Dia-lah yang menurunkan Al kitab (Al Quran) kepada kamu.
di antara (isi) nya ada ayat-ayat yang muhkamaat, Itulah pokok-pokok isi Al
qur'an dan yang lain (ayat-ayat) mutasyaabihaat. Adapun orang-orang yang dalam
hatinya condong kepada kesesatan, Maka mereka mengikuti sebahagian ayat-ayat
yang mutasyaabihaat daripadanya untuk menimbulkan fitnah untuk mencari-cari
ta'wilnya, Padahal tidak ada yang mengetahui ta'wilnya melainkan Allah. dan
orang-orang yang mendalam ilmunya berkata: "Kami beriman kepada ayat-ayat
yang mutasyaabihaat, semuanya itu dari sisi Tuhan kami." dan tidak dapat
mengambil pelajaran (daripadanya) melainkan orang-orang yang berakal.
A.
PENGERTIAN
MUHKAM DAN MUTASYABIH
Menurut
etimologi,
·
Muhkam atinya suatu ungkapan yang dimaksud
makna lahirnya tidak munkin diganti atau diubah . Adapun
·
Mutasyabih adalah unkapan yang maksud makna
lahirnya samar (ma khafiya bi nafh al-lafzh).
Adapun
pengertian menurut terminologi, muhkam dam mutasyabih diungkapkan para ulama,
seperti berikut ini.
1.
Ayat-ayat muhkam adalah ayat yang maksudnya\dapat diketahui dengan gamblang, baik
melalui takwil (metafora) ataupun tidak. Sementara itu, aya-ayat mutasyabih
adalah ayat yang maksudnya hanya dapat diketahui Allah, seperti saat kedatangan
hari Kiamat, keluar Dajjal, dan huruf-huruf muqaththa’ah.
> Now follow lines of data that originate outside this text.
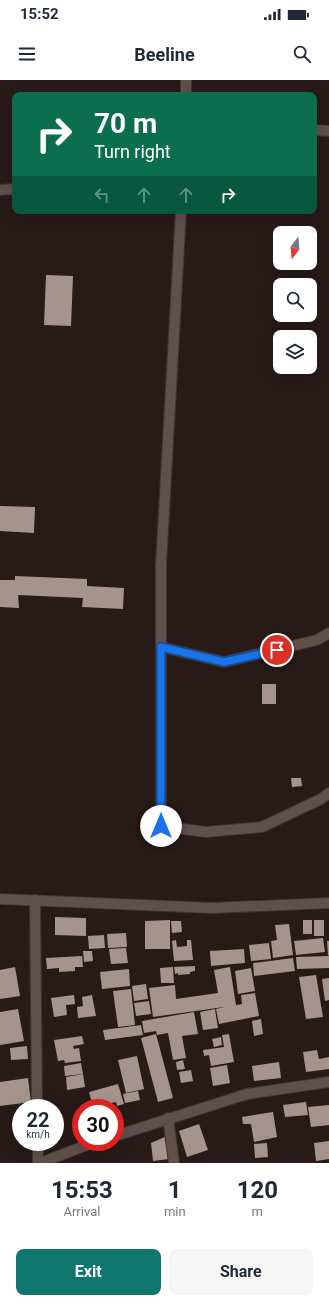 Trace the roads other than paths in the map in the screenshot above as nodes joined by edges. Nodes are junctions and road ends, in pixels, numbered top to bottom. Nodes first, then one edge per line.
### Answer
1 (186, 80) edge
2 (186, 92) edge
3 (317, 130) edge
4 (329, 130) edge
5 (12, 189) edge
6 (0, 190) edge
7 (181, 214) edge
8 (329, 632) edge
9 (161, 647) junction
10 (329, 792) edge
11 (0, 899) edge
12 (35, 900) junction
13 (329, 903) edge
14 (329, 1082) edge
15 (37, 1099) edge
16 (168, 1118) junction
17 (124, 1133) edge
18 (38, 1151) edge
19 (72, 1151) edge
20 (39, 1163) edge
21 (174, 1163) edge

1 - 2 street
3 - 4 street
5 - 6 street
7 - 9 street
8 - 9 street
9 - 10 street
11 - 12 street
12 - 13 street
12 - 15 street
14 - 16 street
16 - 17 street
16 - 21 street
18 - 20 street
19 - 20 street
Defenisi ini
dikemukakan kelompok ahlussunnah.
2.
Ayat-ayat muhkam adalah ayat yang maknanya jelas, sedangkan ayat-ayat
mutasyabih sebaliknya.
3.
Ayat-ayat muhkam adalah ayat yang tidak memunculkan kemungkinan sisi arti lain,
sedangkan ayat-ayat mutasyabih mempunyai kemungkinan sisi arti banyak. Definisi
ini dikemukankan Ibn ‘Abbas.
4.
Ayat-ayat muhkam adalah ayat yang maknanya dapat dipahami akal, seperti
bilangan rakaat shalat, kekhususun bulan Ramadhan untuk melaksanakan puasa
wajib, sedangkan ayat-ayat mutasyabih sebaliknya. Pendapat ini dikemukakan
Al-Mawardi.
5.
Aya-ayat muhkam adalah ayat yang dapat berdiri sendiri (dalam pemaknaannya),
sedangkan ayat-ayat mutasyabih bergantung pada ayat lain.
6.
Ayat-ayat muhkam adalah ayat yang maksudnya segera dapat diketahui tanpa
penakwilan, sedangkan ayat-ayat mutasyabih memerlukan penakwilan untuk
mengetahui maksudnya.
7.
Ayat-ayat muhkam adalah ayat yang lafazh-lafazhnya tidak berulang-ulang,
sedangkan ayat-ayat mutasyabih sebaliknya.
8.
Ayat-ayat muhkam adalah ayat yang berbicara tentang kefarduan, ancaman, dan
janji, sedangkan ayat-ayat mutasyabih berbicara tentang kisah-kisah dan
perumpamaan-perumpamaan.
9.
Ibn Abi Hatim mengeluarkan sebuah riwayat dari ‘Ali bin Abi Thalib dari Ibn
‘Abbas yang mengatakan bahwa ayat-ayat muhkam adalah ayat yang menghapus
(nasikh), berbicara tentang halal haram, ketentuan-ketentuan (hudud),
kefarduan, serta yang harus diimanni dan diamalkan. Adapun ayat-ayat mutasyabih
adalah ayat yang dihapus (mansukh), yang berbicara tentang
perumpamaan–parumpamaan (amstal), sumpah (aqsam), dan yang harus diimani,
tetapi tidak harus diamalkan.
10.
‘Abdullah bin Hamid mengeluarkan sebuah riwayat dari Adh-Dhahak bin Al-Muzahim
(W. 105H.) yang mengatakan bahwa ayat-ayat muhkam adalah ayat yang tidak
dihapus, sedangkan ayat-ayat mutasyabih adalah ayat yang dihapus.
11.
Ibn abi Hatim mengeluarkan sebuah riwayat dari Muqatil bin Hayyan yang
mengatakn bahwa ayat-ayat mutasyabih adalah seperti alif lam mim, alif lam
ra’,dan alif lam mim ra’.
12.
Ibn abi Hatim mengatakan bahwa Ikrimah (W. 105H), Qatadah bin Di’amah (W.117H).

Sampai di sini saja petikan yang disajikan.